*** Opening RECORDS ***
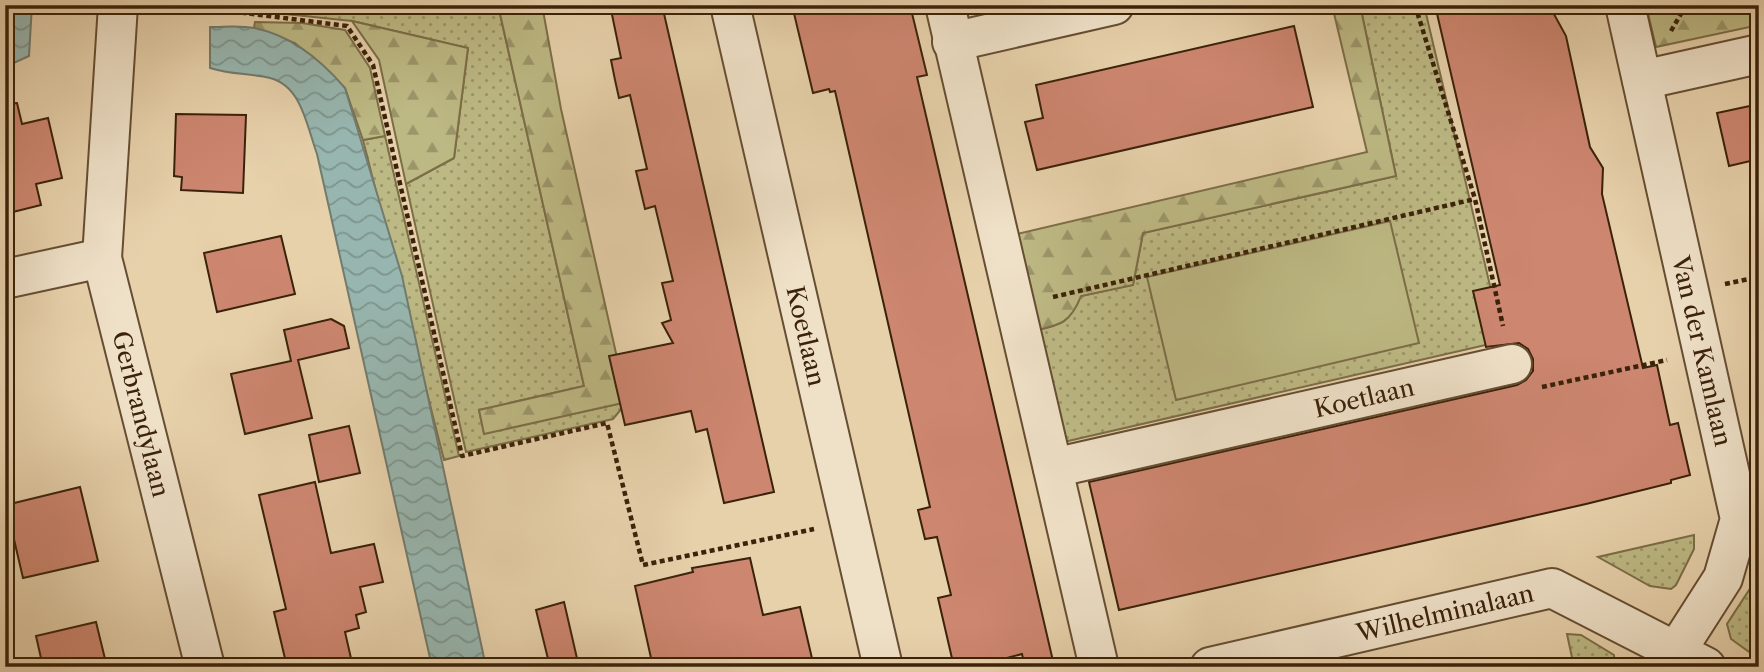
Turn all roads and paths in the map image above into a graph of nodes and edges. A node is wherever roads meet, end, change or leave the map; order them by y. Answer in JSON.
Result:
{"nodes":[{"id":1,"x":118,"y":5,"type":"edge"},
{"id":2,"x":182,"y":5,"type":"edge"},
{"id":3,"x":730,"y":5,"type":"edge"},
{"id":4,"x":945,"y":5,"type":"edge"},
{"id":5,"x":1114,"y":5,"type":"edge"},
{"id":6,"x":1415,"y":5,"type":"edge"},
{"id":7,"x":1625,"y":5,"type":"edge"},
{"id":8,"x":953,"y":42,"type":"junction"},
{"id":9,"x":1759,"y":54,"type":"edge"},
{"id":10,"x":1642,"y":80,"type":"junction"},
{"id":11,"x":1475,"y":200,"type":"junction"},
{"id":12,"x":102,"y":258,"type":"junction"},
{"id":13,"x":5,"y":279,"type":"edge"},
{"id":14,"x":1015,"y":305,"type":"junction"},
{"id":15,"x":1702,"y":353,"type":"junction"},
{"id":16,"x":1512,"y":365,"type":"junction"},
{"id":17,"x":1053,"y":468,"type":"junction"},
{"id":18,"x":849,"y":522,"type":"junction"},
{"id":19,"x":1683,"y":661,"type":"edge"},
{"id":20,"x":205,"y":667,"type":"edge"},
{"id":21,"x":883,"y":667,"type":"edge"},
{"id":22,"x":1099,"y":667,"type":"edge"},
{"id":23,"x":1210,"y":667,"type":"edge"}],
"edges":[{"from":1,"to":12,"type":"street","name":"Gerbrandylaan"},
{"from":2,"to":18,"type":"path"},
{"from":3,"to":18,"type":"street","name":"Koetlaan"},
{"from":4,"to":8,"type":"street"},
{"from":5,"to":8,"type":"street"},
{"from":6,"to":11,"type":"path"},
{"from":7,"to":10,"type":"street","name":"Van der Kamlaan"},
{"from":8,"to":14,"type":"street"},
{"from":9,"to":10,"type":"street"},
{"from":10,"to":15,"type":"street","name":"Van der Kamlaan"},
{"from":11,"to":14,"type":"path"},
{"from":11,"to":16,"type":"path"},
{"from":12,"to":13,"type":"street"},
{"from":12,"to":20,"type":"street","name":"Gerbrandylaan"},
{"from":14,"to":17,"type":"street"},
{"from":15,"to":16,"type":"path"},
{"from":15,"to":19,"type":"street","name":"Van der Kamlaan"},
{"from":16,"to":17,"type":"street","name":"Koetlaan"},
{"from":17,"to":22,"type":"street"},
{"from":18,"to":21,"type":"street","name":"Koetlaan"},
{"from":19,"to":23,"type":"street","name":"Wilhelminalaan"}]}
*** Closing RECORDS ***
TRY IT: Leave out the pictures and copy every record above exactly.

YOUR SOLUTION:
Turn all roads and paths in the map image above into a graph of nodes and edges. A node is wherever roads meet, end, change or leave the map; order them by y. Answer in JSON.
Result:
{"nodes":[{"id":1,"x":118,"y":5,"type":"edge"},
{"id":2,"x":182,"y":5,"type":"edge"},
{"id":3,"x":730,"y":5,"type":"edge"},
{"id":4,"x":945,"y":5,"type":"edge"},
{"id":5,"x":1114,"y":5,"type":"edge"},
{"id":6,"x":1415,"y":5,"type":"edge"},
{"id":7,"x":1625,"y":5,"type":"edge"},
{"id":8,"x":953,"y":42,"type":"junction"},
{"id":9,"x":1759,"y":54,"type":"edge"},
{"id":10,"x":1642,"y":80,"type":"junction"},
{"id":11,"x":1475,"y":200,"type":"junction"},
{"id":12,"x":102,"y":258,"type":"junction"},
{"id":13,"x":5,"y":279,"type":"edge"},
{"id":14,"x":1015,"y":305,"type":"junction"},
{"id":15,"x":1702,"y":353,"type":"junction"},
{"id":16,"x":1512,"y":365,"type":"junction"},
{"id":17,"x":1053,"y":468,"type":"junction"},
{"id":18,"x":849,"y":522,"type":"junction"},
{"id":19,"x":1683,"y":661,"type":"edge"},
{"id":20,"x":205,"y":667,"type":"edge"},
{"id":21,"x":883,"y":667,"type":"edge"},
{"id":22,"x":1099,"y":667,"type":"edge"},
{"id":23,"x":1210,"y":667,"type":"edge"}],
"edges":[{"from":1,"to":12,"type":"street","name":"Gerbrandylaan"},
{"from":2,"to":18,"type":"path"},
{"from":3,"to":18,"type":"street","name":"Koetlaan"},
{"from":4,"to":8,"type":"street"},
{"from":5,"to":8,"type":"street"},
{"from":6,"to":11,"type":"path"},
{"from":7,"to":10,"type":"street","name":"Van der Kamlaan"},
{"from":8,"to":14,"type":"street"},
{"from":9,"to":10,"type":"street"},
{"from":10,"to":15,"type":"street","name":"Van der Kamlaan"},
{"from":11,"to":14,"type":"path"},
{"from":11,"to":16,"type":"path"},
{"from":12,"to":13,"type":"street"},
{"from":12,"to":20,"type":"street","name":"Gerbrandylaan"},
{"from":14,"to":17,"type":"street"},
{"from":15,"to":16,"type":"path"},
{"from":15,"to":19,"type":"street","name":"Van der Kamlaan"},
{"from":16,"to":17,"type":"street","name":"Koetlaan"},
{"from":17,"to":22,"type":"street"},
{"from":18,"to":21,"type":"street","name":"Koetlaan"},
{"from":19,"to":23,"type":"street","name":"Wilhelminalaan"}]}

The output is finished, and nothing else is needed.